Records for this exercise —
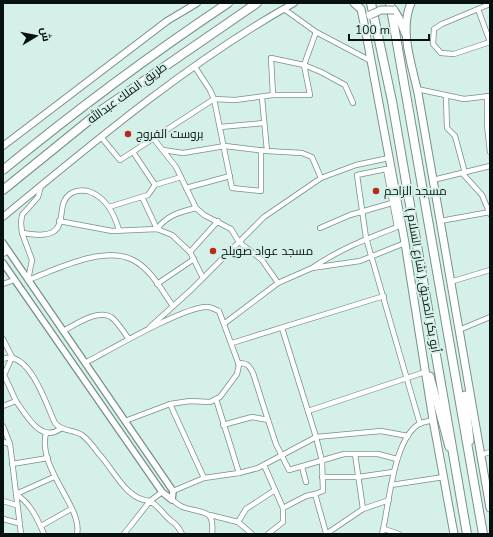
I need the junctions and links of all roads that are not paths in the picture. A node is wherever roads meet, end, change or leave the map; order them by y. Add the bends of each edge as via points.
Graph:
1 (182, 3) edge
2 (197, 3) edge
3 (228, 3) edge
4 (257, 3) edge
5 (289, 3) edge
6 (294, 3) edge
7 (354, 3) edge
8 (371, 3) edge
9 (411, 3) edge
10 (490, 4) edge
11 (392, 7) edge
12 (284, 9) junction
13 (478, 9) junction
14 (167, 21) junction
15 (365, 28) junction
16 (316, 32) junction
17 (406, 37) junction
18 (490, 42) edge
19 (370, 61) junction
20 (304, 65) junction
21 (195, 67) junction
22 (417, 89) junction
23 (273, 95) junction
24 (488, 96) edge
25 (446, 97) junction
26 (262, 98) junction
27 (214, 99) junction
28 (353, 103) dead end
29 (264, 123) junction
30 (220, 127) junction
31 (101, 137) junction
32 (153, 138) junction
33 (3, 146) edge
34 (225, 146) junction
35 (164, 150) junction
36 (261, 150) junction
37 (267, 151) junction
38 (133, 152) junction
39 (490, 152) edge
40 (389, 158) junction
41 (490, 166) edge
42 (3, 170) edge
43 (464, 173) junction
44 (230, 176) junction
45 (181, 177) junction
46 (321, 178) junction
47 (433, 180) junction
48 (155, 185) junction
49 (41, 186) junction
50 (186, 188) junction
51 (3, 190) edge
52 (142, 197) junction
53 (392, 203) junction
54 (109, 207) junction
55 (196, 208) junction
56 (490, 212) edge
57 (362, 213) junction
58 (3, 217) edge
59 (59, 221) junction
60 (218, 221) junction
61 (440, 221) junction
62 (320, 228) dead end
63 (157, 229) junction
64 (119, 230) junction
65 (22, 233) junction
66 (366, 238) junction
67 (239, 242) junction
68 (3, 243) edge
69 (405, 243) junction
70 (190, 252) junction
71 (6, 253) edge
72 (372, 256) junction
73 (194, 259) junction
74 (3, 263) edge
75 (312, 268) junction
76 (490, 270) edge
77 (203, 278) junction
78 (14, 280) junction
79 (28, 280) junction
80 (278, 282) junction
81 (450, 282) junction
82 (3, 284) edge
83 (157, 284) junction
84 (384, 296) junction
85 (173, 306) junction
86 (490, 316) edge
87 (224, 323) junction
88 (282, 328) junction
89 (147, 329) junction
90 (63, 331) junction
91 (459, 333) junction
92 (3, 339) edge
93 (129, 339) junction
94 (420, 339) junction
95 (232, 343) junction
96 (12, 357) junction
97 (3, 359) edge
98 (85, 363) junction
99 (238, 363) junction
100 (425, 372) junction
101 (407, 379) junction
102 (216, 399) junction
103 (16, 401) junction
104 (170, 404) junction
105 (3, 406) edge
106 (308, 411) junction
107 (268, 420) junction
108 (433, 420) junction
109 (125, 421) junction
110 (420, 424) junction
111 (223, 425) junction
112 (3, 426) edge
113 (60, 429) junction
114 (46, 433) junction
115 (408, 436) junction
116 (316, 437) junction
117 (3, 442) edge
118 (10, 444) junction
119 (490, 452) edge
120 (355, 454) junction
121 (283, 455) junction
122 (480, 455) junction
123 (48, 458) junction
124 (397, 459) junction
125 (322, 461) junction
126 (12, 464) junction
127 (264, 465) junction
128 (302, 467) junction
129 (393, 472) junction
130 (239, 473) junction
131 (473, 473) junction
132 (54, 477) junction
133 (322, 477) junction
134 (358, 477) junction
135 (444, 477) junction
136 (457, 477) junction
137 (204, 478) junction
138 (306, 482) dead end
139 (391, 485) junction
140 (275, 490) junction
141 (173, 491) junction
142 (162, 492) junction
143 (16, 494) junction
144 (315, 494) junction
145 (172, 500) junction
146 (389, 500) junction
147 (3, 501) edge
148 (150, 501) junction
149 (16, 505) junction
150 (283, 508) junction
151 (490, 508) edge
152 (71, 509) junction
153 (363, 509) junction
154 (210, 515) junction
155 (3, 519) edge
156 (238, 522) junction
157 (18, 524) junction
158 (41, 526) junction
159 (383, 532) edge
160 (272, 533) edge
161 (21, 534) edge
162 (44, 534) edge
163 (77, 534) edge
164 (124, 534) edge
165 (182, 534) edge
166 (212, 534) edge
167 (252, 534) edge
168 (326, 534) edge
169 (399, 534) edge
170 (454, 534) edge
171 (465, 534) edge
172 (485, 534) edge

1 - 14 main road via 181,10
2 - 14 main road
3 - 42 highway, طريق الملك عبدالله via 169,42 73,113
4 - 51 highway, طريق الملك عبدالله via 103,109
5 - 12 main road
6 - 12 main road
7 - 15 main road via 361,9
8 - 136 highway, ( شارع السلام ) أبو بكر الصديق via 393,109
9 - 17 main road via 407,12
10 - 13 street
11 - 15 main road, bridge via 370,15
11 - 17 main road
11 - 131 highway, ( شارع السلام ) أبو بكر الصديق
12 - 16 street
12 - 21 main road via 220,48
13 - 18 street
13 - 18 street via 434,29 433,44 441,53 454,54
14 - 33 main road
15 - 19 main road
16 - 19 street
16 - 20 street
17 - 22 main road
19 - 40 main road
20 - 23 street via 310,95
20 - 23 street via 271,58
20 - 28 street via 345,85
21 - 27 street
21 - 31 main road
22 - 25 street
22 - 47 main road
23 - 26 street
24 - 25 street via 464,99
24 - 39 street via 487,125
25 - 43 street via 447,128 455,136
26 - 27 street
26 - 29 street
27 - 30 street
27 - 32 street
29 - 30 street
29 - 37 street
30 - 34 street
31 - 38 street via 120,160
31 - 49 main road
32 - 35 street
32 - 38 street
34 - 35 street via 183,153
34 - 36 street
34 - 44 street
35 - 45 street
36 - 37 street
36 - 44 street via 261,191 232,188
37 - 46 street via 302,153 312,157
38 - 48 street
40 - 46 street via 356,165
40 - 69 main road
41 - 43 street
43 - 47 street
43 - 56 street via 482,195
44 - 50 street
45 - 48 street
45 - 50 street
46 - 67 street via 264,217
47 - 61 main road
48 - 52 street via 148,195
49 - 58 main road
49 - 65 street via 38,197 22,215
50 - 55 street
52 - 54 street
52 - 63 street
53 - 57 street
53 - 57 street via 386,169 357,175
53 - 66 street via 397,227
54 - 59 street via 98,194 81,189 70,193 63,202
54 - 64 street
55 - 60 street
55 - 63 street via 176,213 164,220
56 - 61 street
57 - 62 street
57 - 66 street
59 - 64 street
59 - 65 street via 58,227 52,232 38,235
60 - 67 street via 231,229
60 - 70 street
61 - 81 main road
63 - 64 street
63 - 70 street via 172,235
65 - 79 street via 32,260
66 - 72 street
66 - 75 street
67 - 77 street
67 - 80 street via 262,260
68 - 71 street
69 - 72 street
69 - 94 main road
70 - 73 street
71 - 79 street
72 - 75 street via 360,261
72 - 84 street
73 - 77 street
73 - 83 street
74 - 78 street
75 - 80 street
76 - 81 street
77 - 85 street
78 - 82 street
78 - 142 street
79 - 83 street via 93,257 117,255 134,260 147,270
79 - 90 street
80 - 87 street
81 - 91 main road
83 - 85 street
84 - 88 street
84 - 101 street
85 - 89 street
86 - 91 street
87 - 89 street via 219,311 208,307 194,308
87 - 95 street
88 - 95 street
88 - 106 street
89 - 93 street
90 - 93 street via 94,316 104,316 110,317
90 - 98 street
91 - 122 main road
91 - 131 main road
92 - 96 street
93 - 98 street
94 - 100 main road
94 - 136 main road
95 - 99 street
96 - 97 street
96 - 103 street via 4,375
96 - 113 street via 32,374 54,423
98 - 109 street
99 - 102 street via 236,374
99 - 107 street via 245,363 253,373
100 - 101 street
100 - 108 main road
101 - 106 street
101 - 110 street
102 - 104 street via 210,402
102 - 111 street
103 - 105 street
103 - 114 street via 30,421
104 - 109 street
104 - 137 street
106 - 116 street
107 - 111 street via 252,417
107 - 121 street via 276,444
108 - 110 street
108 - 135 main road
109 - 141 street
110 - 115 street
111 - 130 street
112 - 118 street
113 - 114 street via 54,433
113 - 148 street via 82,435 125,487 139,499
114 - 123 street via 44,441
115 - 116 street via 381,431
115 - 124 street
116 - 121 street
116 - 125 street
117 - 118 street
118 - 126 street
119 - 122 street
120 - 124 street via 378,454
120 - 125 street via 344,454
120 - 134 street
121 - 127 street
121 - 128 street via 290,470
122 - 151 main road
123 - 126 street
123 - 132 street
124 - 129 street
125 - 128 street
125 - 133 street
126 - 143 street
127 - 130 street
127 - 140 street
128 - 138 street
129 - 134 street
129 - 139 street
130 - 137 street
131 - 172 highway, ( شارع السلام ) أبو بكر الصديق
132 - 143 street
132 - 152 street
133 - 134 street
133 - 144 street via 324,491
134 - 153 street
135 - 139 street
135 - 170 main road
136 - 171 highway, ( شارع السلام ) أبو بكر الصديق
137 - 141 street
139 - 146 street
140 - 150 street
140 - 156 street via 246,509
141 - 145 street
142 - 145 street
142 - 148 street
143 - 149 street
143 - 158 street via 25,500
144 - 150 street
144 - 168 street
145 - 154 street via 182,507
146 - 153 street
146 - 159 street
147 - 149 street
148 - 164 street
148 - 165 street via 177,523
149 - 157 street
150 - 160 street via 283,522
152 - 158 street
152 - 163 street via 78,523
153 - 168 street
154 - 156 street
154 - 166 street
155 - 157 street
156 - 167 street
157 - 161 street
158 - 162 street
159 - 169 street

What to produce —
Would you please copy all lines in the data that contain the word "dead"?

Result below —
28 (353, 103) dead end
62 (320, 228) dead end
138 (306, 482) dead end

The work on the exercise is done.